**PROBLEM DESCRIPTION**
Give the entries again, precisely as they were written.

**DATA SHOWN**
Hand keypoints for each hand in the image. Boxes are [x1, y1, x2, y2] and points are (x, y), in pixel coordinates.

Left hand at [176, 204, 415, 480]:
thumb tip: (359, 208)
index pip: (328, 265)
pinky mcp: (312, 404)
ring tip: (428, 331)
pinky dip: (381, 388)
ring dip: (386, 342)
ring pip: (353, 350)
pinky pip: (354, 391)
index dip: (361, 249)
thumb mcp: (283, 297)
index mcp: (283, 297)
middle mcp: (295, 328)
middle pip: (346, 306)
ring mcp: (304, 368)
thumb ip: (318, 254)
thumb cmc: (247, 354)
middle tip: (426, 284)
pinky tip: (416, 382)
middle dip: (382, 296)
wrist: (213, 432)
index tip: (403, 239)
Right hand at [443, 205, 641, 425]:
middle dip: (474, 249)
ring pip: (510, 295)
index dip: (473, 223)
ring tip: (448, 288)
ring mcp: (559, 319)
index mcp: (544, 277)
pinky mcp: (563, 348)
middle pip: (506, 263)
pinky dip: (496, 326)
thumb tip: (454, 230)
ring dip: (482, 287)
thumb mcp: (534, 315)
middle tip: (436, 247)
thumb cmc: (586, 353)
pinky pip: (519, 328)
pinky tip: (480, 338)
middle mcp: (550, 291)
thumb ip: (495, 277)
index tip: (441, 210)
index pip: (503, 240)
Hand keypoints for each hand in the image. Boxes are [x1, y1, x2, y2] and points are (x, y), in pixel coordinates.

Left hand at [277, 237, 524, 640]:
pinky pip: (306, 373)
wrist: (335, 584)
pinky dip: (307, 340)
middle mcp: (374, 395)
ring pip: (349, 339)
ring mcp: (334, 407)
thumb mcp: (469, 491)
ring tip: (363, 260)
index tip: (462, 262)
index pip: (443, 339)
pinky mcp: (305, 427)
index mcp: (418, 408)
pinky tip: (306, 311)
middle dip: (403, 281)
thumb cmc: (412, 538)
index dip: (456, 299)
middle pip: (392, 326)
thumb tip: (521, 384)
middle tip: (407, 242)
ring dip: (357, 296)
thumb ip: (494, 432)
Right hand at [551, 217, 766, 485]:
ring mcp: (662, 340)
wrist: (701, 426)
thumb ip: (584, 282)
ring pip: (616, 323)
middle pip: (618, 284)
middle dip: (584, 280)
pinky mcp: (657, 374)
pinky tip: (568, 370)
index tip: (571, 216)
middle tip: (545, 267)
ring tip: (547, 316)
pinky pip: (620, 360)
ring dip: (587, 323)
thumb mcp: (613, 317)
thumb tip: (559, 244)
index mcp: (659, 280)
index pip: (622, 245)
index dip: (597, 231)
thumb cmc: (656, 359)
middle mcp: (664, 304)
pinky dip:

**FINAL ANSWER**
Hand keypoints for each hand in the image. Boxes are [x1, y1, x2, y2] and points are (x, y), in pixel coordinates.

Left hand at [176, 204, 415, 480]:
thumb tip: (359, 208)
index pip: (328, 265)
pinky mcp: (312, 404)
ring tip: (428, 331)
pinky dip: (381, 388)
ring dip: (386, 342)
ring pip: (353, 350)
pinky pip: (354, 391)
index dip: (361, 249)
thumb mcp: (283, 297)
index mcp: (283, 297)
middle mcp: (295, 328)
middle pip: (346, 306)
ring mcp: (304, 368)
thumb ip: (318, 254)
thumb cmc: (247, 354)
middle tip: (426, 284)
pinky tip: (416, 382)
middle dip: (382, 296)
wrist: (213, 432)
index tip: (403, 239)
Right hand at [443, 205, 641, 425]:
middle dip: (474, 249)
ring pip: (510, 295)
index dip: (473, 223)
ring tip: (448, 288)
ring mcp: (559, 319)
index mcp: (544, 277)
pinky mcp: (563, 348)
middle pip: (506, 263)
pinky dip: (496, 326)
thumb tip: (454, 230)
ring dip: (482, 287)
thumb mcp: (534, 315)
middle tip: (436, 247)
thumb cmc: (586, 353)
pinky pip: (519, 328)
pinky tip: (480, 338)
middle mcp: (550, 291)
thumb ip: (495, 277)
index tip: (441, 210)
index pip: (503, 240)
Hand keypoints for each hand in the image. Boxes are [x1, y1, x2, y2] and points are (x, y), in pixel coordinates.

Left hand at [277, 237, 524, 640]:
pinky pip: (306, 373)
wrist: (335, 584)
pinky dip: (307, 340)
middle mcp: (374, 395)
ring pip: (349, 339)
ring mcp: (334, 407)
thumb mcp: (469, 491)
ring tip: (363, 260)
index tip: (462, 262)
index pip: (443, 339)
pinky mcp: (305, 427)
index mcp: (418, 408)
pinky tip: (306, 311)
middle dip: (403, 281)
thumb cmc: (412, 538)
index dip: (456, 299)
middle pip: (392, 326)
thumb tip: (521, 384)
middle tip: (407, 242)
ring dip: (357, 296)
thumb ip: (494, 432)
Right hand at [551, 217, 766, 485]:
ring mcp: (662, 340)
wrist: (701, 426)
thumb ip: (584, 282)
ring pip: (616, 323)
middle pip: (618, 284)
middle dip: (584, 280)
pinky mcp: (657, 374)
pinky tip: (568, 370)
index tip: (571, 216)
middle tip: (545, 267)
ring tip: (547, 316)
pinky pip: (620, 360)
ring dip: (587, 323)
thumb mcp: (613, 317)
thumb tip: (559, 244)
index mcp: (659, 280)
index pip: (622, 245)
index dip: (597, 231)
thumb cmc: (656, 359)
middle mcp: (664, 304)
pinky dip:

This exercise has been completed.